Colloquium: Elias Puchner
Exploring nanoscopic mechanisms of intra-cellular processes with quantitative single-molecule imaging techniques
Abstract:
Cellular processes are regulated by complex interactions of biomolecules. The spatio-temporal organization of these biomolecules such as their localization to intracellular organelles is critical for their function. With the breakthrough of optical single-molecule and super-resolution microscopy techniques it became possible to study the spatio-temporal organization of biomolecules on a nanoscopic length scale far below the optical diffraction limit of conventional microscopes. However, challenges remained for quantifying the abundance of biomolecules and for investigating living cells. Here, I will present our novel developments of quantitative live-cell super-resolution microscopy techniques as well as improved fluorescent probes that overcome these limitations.
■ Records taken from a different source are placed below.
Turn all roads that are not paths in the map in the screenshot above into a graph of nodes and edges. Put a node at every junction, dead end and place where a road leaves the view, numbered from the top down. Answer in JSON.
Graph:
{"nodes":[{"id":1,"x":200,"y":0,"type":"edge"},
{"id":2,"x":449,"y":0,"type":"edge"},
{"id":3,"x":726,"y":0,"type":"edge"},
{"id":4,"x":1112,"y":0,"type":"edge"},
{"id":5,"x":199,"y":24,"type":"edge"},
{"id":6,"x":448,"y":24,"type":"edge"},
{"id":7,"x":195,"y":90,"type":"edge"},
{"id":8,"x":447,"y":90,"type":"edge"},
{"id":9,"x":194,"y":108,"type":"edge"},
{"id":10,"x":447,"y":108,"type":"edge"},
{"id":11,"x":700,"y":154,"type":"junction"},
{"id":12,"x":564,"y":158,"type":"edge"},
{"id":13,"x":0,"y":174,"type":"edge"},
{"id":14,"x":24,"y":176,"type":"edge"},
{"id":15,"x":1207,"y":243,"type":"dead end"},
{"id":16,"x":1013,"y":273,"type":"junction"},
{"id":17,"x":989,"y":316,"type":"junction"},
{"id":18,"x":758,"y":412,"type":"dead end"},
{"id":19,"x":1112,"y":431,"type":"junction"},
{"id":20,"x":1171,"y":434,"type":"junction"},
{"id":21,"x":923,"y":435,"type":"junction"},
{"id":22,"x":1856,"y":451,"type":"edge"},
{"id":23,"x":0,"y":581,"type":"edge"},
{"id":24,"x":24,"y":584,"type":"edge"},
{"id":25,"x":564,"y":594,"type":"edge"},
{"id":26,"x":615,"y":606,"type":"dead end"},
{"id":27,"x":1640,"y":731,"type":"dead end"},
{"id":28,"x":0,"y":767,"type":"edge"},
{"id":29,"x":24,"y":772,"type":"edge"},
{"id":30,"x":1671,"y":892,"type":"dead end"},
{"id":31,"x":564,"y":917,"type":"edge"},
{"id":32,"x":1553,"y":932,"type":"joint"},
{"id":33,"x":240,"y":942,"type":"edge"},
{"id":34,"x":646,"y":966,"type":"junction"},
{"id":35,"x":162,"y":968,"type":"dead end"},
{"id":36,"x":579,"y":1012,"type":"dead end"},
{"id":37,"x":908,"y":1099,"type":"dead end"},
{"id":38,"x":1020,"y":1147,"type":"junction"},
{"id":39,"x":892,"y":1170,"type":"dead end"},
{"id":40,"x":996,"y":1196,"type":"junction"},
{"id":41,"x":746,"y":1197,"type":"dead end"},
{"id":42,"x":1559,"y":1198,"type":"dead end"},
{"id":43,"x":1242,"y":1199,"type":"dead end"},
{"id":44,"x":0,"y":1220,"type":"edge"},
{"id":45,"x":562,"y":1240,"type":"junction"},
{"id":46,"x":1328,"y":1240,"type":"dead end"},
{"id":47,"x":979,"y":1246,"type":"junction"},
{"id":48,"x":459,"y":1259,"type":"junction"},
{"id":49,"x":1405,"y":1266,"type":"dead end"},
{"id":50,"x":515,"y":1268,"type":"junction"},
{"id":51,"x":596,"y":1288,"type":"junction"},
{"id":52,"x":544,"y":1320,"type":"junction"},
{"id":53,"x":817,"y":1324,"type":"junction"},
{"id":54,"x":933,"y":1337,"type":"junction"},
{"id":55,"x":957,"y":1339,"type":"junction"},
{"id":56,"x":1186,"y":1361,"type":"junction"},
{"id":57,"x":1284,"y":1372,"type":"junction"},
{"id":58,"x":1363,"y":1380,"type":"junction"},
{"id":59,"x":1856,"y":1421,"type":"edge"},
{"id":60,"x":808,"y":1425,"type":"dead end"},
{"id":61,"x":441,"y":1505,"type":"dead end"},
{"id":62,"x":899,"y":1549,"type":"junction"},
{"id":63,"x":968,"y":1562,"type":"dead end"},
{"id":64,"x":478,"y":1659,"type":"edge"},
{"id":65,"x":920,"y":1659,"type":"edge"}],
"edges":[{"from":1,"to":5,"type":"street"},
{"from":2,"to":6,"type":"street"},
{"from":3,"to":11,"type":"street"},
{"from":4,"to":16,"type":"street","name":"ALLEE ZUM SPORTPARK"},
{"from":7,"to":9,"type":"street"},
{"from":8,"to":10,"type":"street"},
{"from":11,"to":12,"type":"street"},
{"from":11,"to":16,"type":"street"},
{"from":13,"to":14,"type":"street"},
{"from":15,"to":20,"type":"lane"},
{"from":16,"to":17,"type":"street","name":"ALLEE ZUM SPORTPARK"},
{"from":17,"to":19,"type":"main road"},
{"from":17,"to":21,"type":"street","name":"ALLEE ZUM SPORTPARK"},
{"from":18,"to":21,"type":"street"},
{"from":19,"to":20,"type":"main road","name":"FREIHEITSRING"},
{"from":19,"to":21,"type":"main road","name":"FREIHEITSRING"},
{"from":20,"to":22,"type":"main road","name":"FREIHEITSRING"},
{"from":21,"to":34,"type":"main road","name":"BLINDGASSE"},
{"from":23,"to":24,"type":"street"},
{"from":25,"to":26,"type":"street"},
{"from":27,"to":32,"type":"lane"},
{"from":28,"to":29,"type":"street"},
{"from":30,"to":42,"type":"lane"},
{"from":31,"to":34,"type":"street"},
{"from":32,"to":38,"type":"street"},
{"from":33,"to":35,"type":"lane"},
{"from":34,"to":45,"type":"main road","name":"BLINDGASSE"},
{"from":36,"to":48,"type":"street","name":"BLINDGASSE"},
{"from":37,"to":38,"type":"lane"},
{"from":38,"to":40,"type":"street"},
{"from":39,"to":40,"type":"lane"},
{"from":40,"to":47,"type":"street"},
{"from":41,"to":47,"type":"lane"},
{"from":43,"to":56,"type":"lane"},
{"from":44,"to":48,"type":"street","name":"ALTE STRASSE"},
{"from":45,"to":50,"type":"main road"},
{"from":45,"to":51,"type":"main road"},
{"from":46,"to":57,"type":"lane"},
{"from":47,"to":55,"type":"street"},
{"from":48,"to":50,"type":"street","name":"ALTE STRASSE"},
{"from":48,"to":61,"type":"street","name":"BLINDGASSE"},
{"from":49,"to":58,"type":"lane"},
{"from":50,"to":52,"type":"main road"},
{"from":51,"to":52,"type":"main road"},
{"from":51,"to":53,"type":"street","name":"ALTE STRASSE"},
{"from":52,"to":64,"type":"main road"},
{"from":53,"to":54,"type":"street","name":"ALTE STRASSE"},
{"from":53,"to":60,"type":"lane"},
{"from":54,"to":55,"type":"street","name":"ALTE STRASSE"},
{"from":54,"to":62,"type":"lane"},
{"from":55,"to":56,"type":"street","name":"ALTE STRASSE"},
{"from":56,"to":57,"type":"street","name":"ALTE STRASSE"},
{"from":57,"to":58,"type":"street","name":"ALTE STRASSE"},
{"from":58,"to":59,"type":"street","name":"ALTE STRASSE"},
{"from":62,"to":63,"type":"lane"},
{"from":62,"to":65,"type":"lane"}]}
I will exemplify the power of such precision measurements by presenting our new insights in the protein complex initiating autophagosome formation, which degrades and recycles cellular components. Furthermore, we gained a deeper understanding of lipid droplet regulation by following fatty acid incorporation and changes in enzyme densities based on metabolic needs of cells. In my outlook I will summarize how ongoing and future applications of these techniques enable us to study phase transitions of regulatory proteins and to establish collaborative projects of biomedical relevance.